━━━ DATA

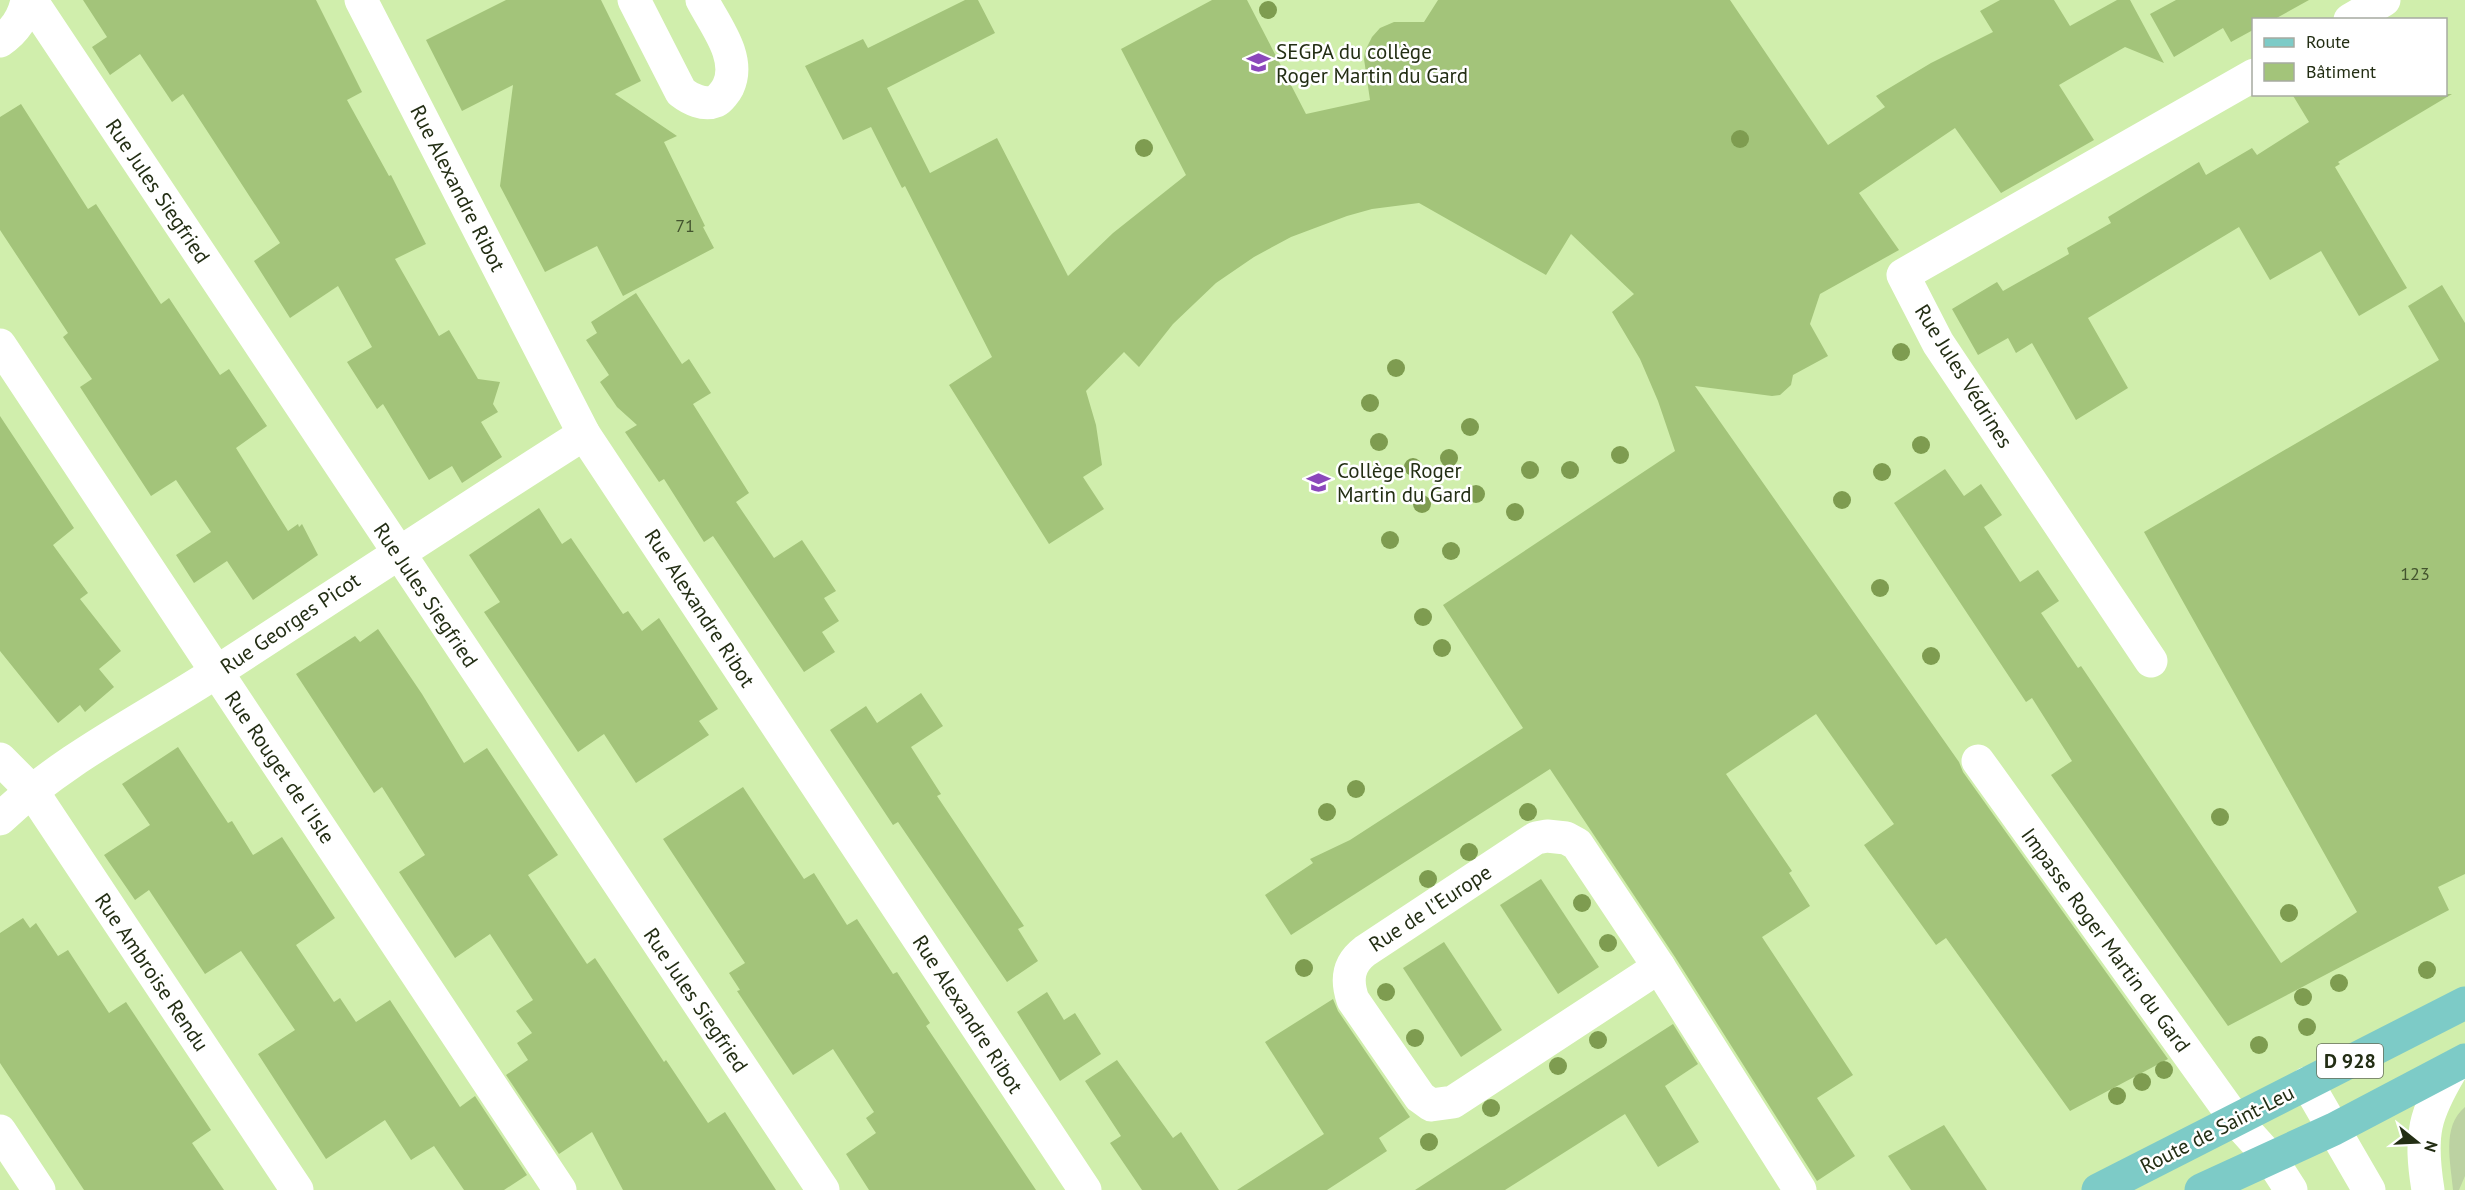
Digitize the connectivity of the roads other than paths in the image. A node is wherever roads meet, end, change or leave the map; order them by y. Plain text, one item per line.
1 (29, 0) edge
2 (361, 0) edge
3 (634, 0) edge
4 (702, 0) edge
5 (2384, 0) edge
6 (2353, 18) edge
7 (0, 41) edge
8 (2252, 76) edge
9 (0, 345) edge
10 (584, 434) junction
11 (397, 552) junction
12 (2151, 661) dead end
13 (217, 672) junction
14 (0, 759) edge
15 (1978, 761) dead end
16 (32, 791) junction
17 (0, 819) edge
18 (1659, 967) junction
19 (2465, 1003) edge
20 (2459, 1063) edge
21 (2307, 1083) junction
22 (2235, 1119) junction
23 (2334, 1129) junction
24 (0, 1131) edge
25 (2271, 1160) junction
26 (39, 1190) edge
27 (297, 1190) edge
28 (560, 1190) edge
29 (823, 1190) edge
30 (1085, 1190) edge
31 (1800, 1190) edge
32 (2098, 1190) edge
33 (2201, 1190) edge
34 (2291, 1190) edge
35 (2369, 1190) edge
36 (2428, 1190) edge

1 - 7 street
1 - 11 street, Rue Jules Siegfried
2 - 10 street, Rue Alexandre Ribot
3 - 4 street
5 - 6 street
8 - 12 street, Rue Jules Védrines
9 - 13 street, Rue Rouget de l'Isle
10 - 11 street, Rue Georges Picot
10 - 30 street, Rue Alexandre Ribot
11 - 13 street, Rue Georges Picot
11 - 29 street, Rue Jules Siegfried
13 - 16 street, Rue Georges Picot
13 - 28 street, Rue Rouget de l'Isle
14 - 16 street, Rue Ambroise Rendu
15 - 22 street, Impasse Roger Martin du Gard
16 - 17 street, Rue Georges Picot
16 - 27 street, Rue Ambroise Rendu
18 - 18 street, Rue de l'Europe
18 - 31 street, Rue de l'Europe
19 - 21 main road, Route de Saint-Leu / D 928
20 - 23 main road, D 928
20 - 36 street
21 - 22 main road, Route de Saint-Leu / D 928
21 - 23 street
22 - 25 street, Impasse Roger Martin du Gard
22 - 32 main road, Route de Saint-Leu / D 928
23 - 25 main road, D 928
23 - 35 street
24 - 26 street
25 - 33 main road, D 928
25 - 34 street, Impasse Roger Martin du Gard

━━━━━━

TASK:
Only lines with the word "Saint" are wanted. Find and copy them from the records above.

EXERCISE RESULT:
19 - 21 main road, Route de Saint-Leu / D 928
21 - 22 main road, Route de Saint-Leu / D 928
22 - 32 main road, Route de Saint-Leu / D 928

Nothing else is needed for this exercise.